New Orleans — At 6-foot-11, it’s difficult for Andre Drummond to run and hide. He’s become the easiest target to find on the court and teams are looking to take advantage of his terrible free-throw shooting.
In Wednesday night’s game against the Rockets, all Drummond could do was hold his arms, while the Rockets players took turns doing airport security pat-downs to draw intentional fouls.
The Rockets’ K.J. McDaniels fouled Drummond five times in the first nine seconds of the third quarter and the Pistons — specifically, Drummond, who is hitting only 36 percent this season — were shooting free throws for every foul the rest of the period. Over the next two and a half minutes, Drummond was fouled eight times and made 5-of-16 free throws.
The Pistons didn’t have any field-goal attempts during the stretch, but the Rockets managed to whittle a nine-point halftime deficit and take the lead, thanks to the fouls.
It’s an ugly basketball — and the NBA knows it.
The league can’t change the rules in midseason, but they’ll take another deep and hard look at making a change so that fans who plunked down a handsome ransom to go to an arena or lounging at home are not subjected to a parade of free throws early in games.
“It is a discussion we’re having and it’s something we’ve continued to study.
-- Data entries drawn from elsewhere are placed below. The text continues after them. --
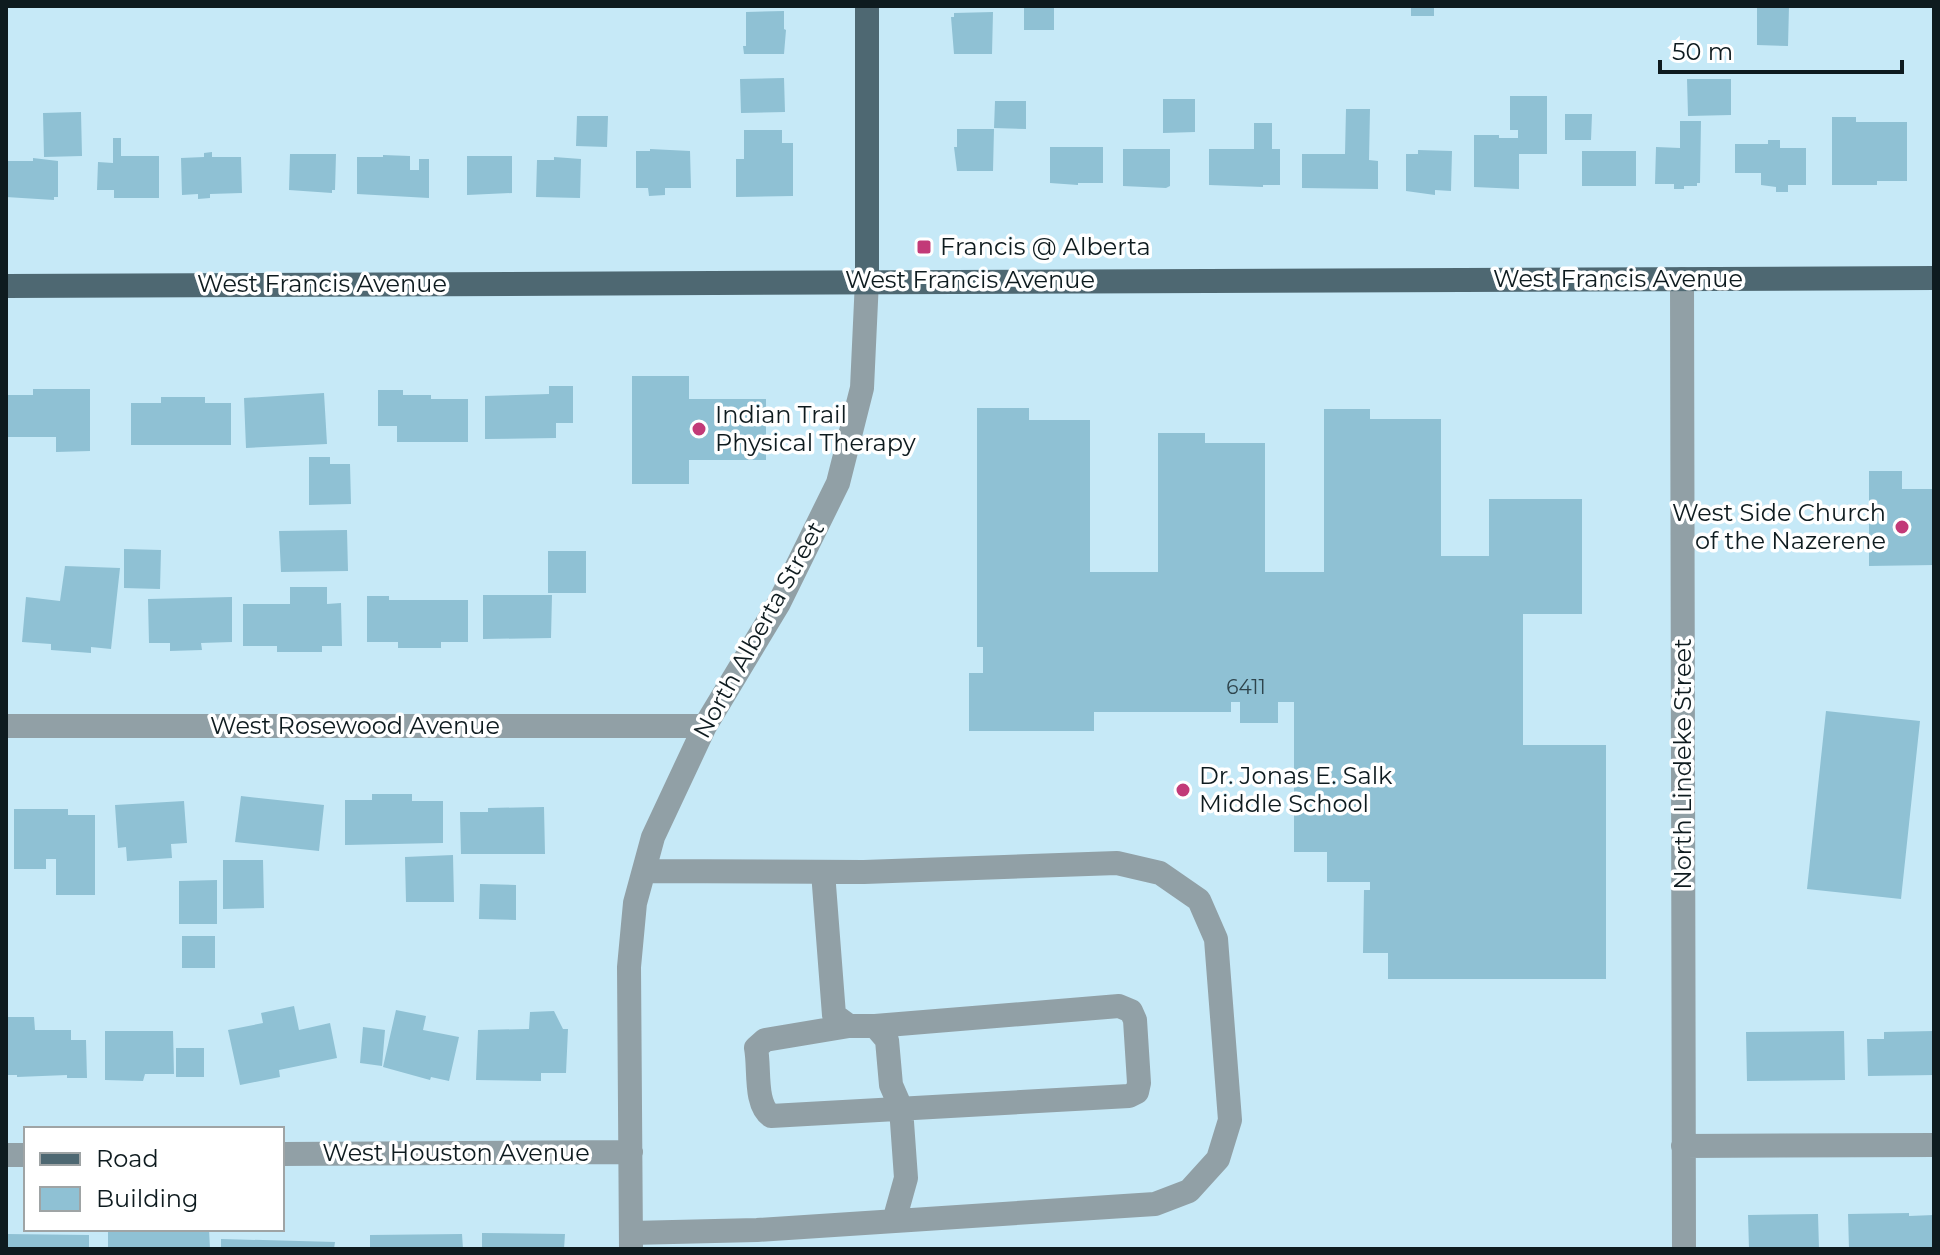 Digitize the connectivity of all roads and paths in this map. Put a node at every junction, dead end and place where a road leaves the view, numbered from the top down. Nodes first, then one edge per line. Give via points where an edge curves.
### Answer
1 (867, 6) edge
2 (1934, 278) edge
3 (1682, 279) junction
4 (867, 280) junction
5 (6, 286) edge
6 (6, 726) edge
7 (705, 726) junction
8 (644, 871) junction
9 (823, 872) junction
10 (849, 1026) junction
11 (875, 1026) junction
12 (901, 1108) junction
13 (1934, 1145) edge
14 (1683, 1146) junction
15 (631, 1152) junction
16 (284, 1154) edge
17 (894, 1221) junction
18 (631, 1241) edge
19 (1684, 1249) edge

1 - 4 main road, North Alberta Street
2 - 3 main road, West Francis Avenue
3 - 4 main road, West Francis Avenue
3 - 14 street, North Lindeke Street
4 - 5 main road, West Francis Avenue
4 - 7 street, North Alberta Street via 862,388 838,483 779,603
6 - 7 street, West Rosewood Avenue
7 - 8 street, North Alberta Street via 653,837
8 - 9 street
8 - 15 street, North Alberta Street via 629,967
9 - 10 street via 834,1015
9 - 17 street via 1117,863 1160,873 1199,900 1216,939 1230,1120 1218,1159 1189,1191 1155,1204
10 - 11 street
10 - 12 street via 760,1043 756,1048 764,1111 771,1116
11 - 12 street via 887,1040 891,1085
11 - 12 street via 1119,1006 1131,1011 1135,1020 1139,1083 1129,1096
12 - 17 street via 906,1178
13 - 14 street
14 - 19 street, North Lindeke Street
15 - 16 street, West Houston Avenue
15 - 18 street, North Alberta Street
17 - 18 street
Historically, my position has been that I haven’t been anxious to change the rule,” NBA commissioner Adam Silver said this week in a visit to Detroit. “Having said that, we agreed in our competition committee last summer that we needed to continue to study it and look at another season of data.”
Silver doesn’t need any kind of complex research to determine that the rule needs some correction — much like Drummond’s free-throw stroke.
In his postgame comments Wednesday, Pistons coach Stan Van Gundy turned the focus back to the league and the controversial rule.
“Adam Silver and the league, they’ve decided that’s the way they want to play the game and that’s what they want people to watch. As long as the fans are OK watching it, we’ll continue to play that way,” Van Gundy said. “At some point, the fans may say, ‘We’re not going to pay to watch this; we’re going to flip the channels.’
“They haven’t yet —that’s what Adam keeps saying — but when they do, then the league will have to make an adjustment. That’s not up to us; our job is just to coach the game within the rules. I don’t decide what people want to watch; that’s up to Adam and his people.”
It’s also up to the coaches to determine a valid game plan. Rockets coach J.B. Bickerstaff said he was trying to win the game and the ploy didn’t work, but it’s something that more teams are using to try to short-circuit the Pistons’ offensive rhythm and play the percentages that Drummond is going to miss free throws.
Basketball traditionalists would argue that the rule should remain, because Drummond should be a better free-throw shooter. But calling the rule into question isn’t about Drummond or the Clippers’ DeAndre Jordan or even Shaquille O’Neal and Dwight Howard, other recent targets.
For the NBA and its advertisers and fans, it’s about a watchable product. It has very little to do with sending a message to young children on playgrounds that hitting free throws is as important as a dunk or a 3-pointer.
So if they don’t keep the current rule, what’s the best alternative?
“That’s the first thing I ask when people say we should change the rule,” Silver said. “We need to decide what the best alternative would be, lock that in place and decide whether that best alternative is better than the rule we currently have.
“When we’re looking at so many options at once, it’s hard to reach any consensus.”
Some suggestions tossed around include letting the offensive team have the choice of taking the ball out of bounds or taking the free throws.
The most intriguing idea is after intentional fouls, allowing the offensive team to pick which of the five players on the court it wants to shoot the free throws — similar to the process following technical fouls.
“I’m a traditionalist when it comes to the game,” Silver said. “From a fan standpoint and it’s something we may have to look at changing.”
Silver said that input from the fans, coaches and owners will help shape the discussion in the offseason. One of the key measures is the minute-by-minute TV ratings and observing whether fans turn off their TVs during stretches of intentional fouling.
If last night’s debacle in Houston was any indication, the answer is all in the numbers — and not the number of makes from the free-throw line.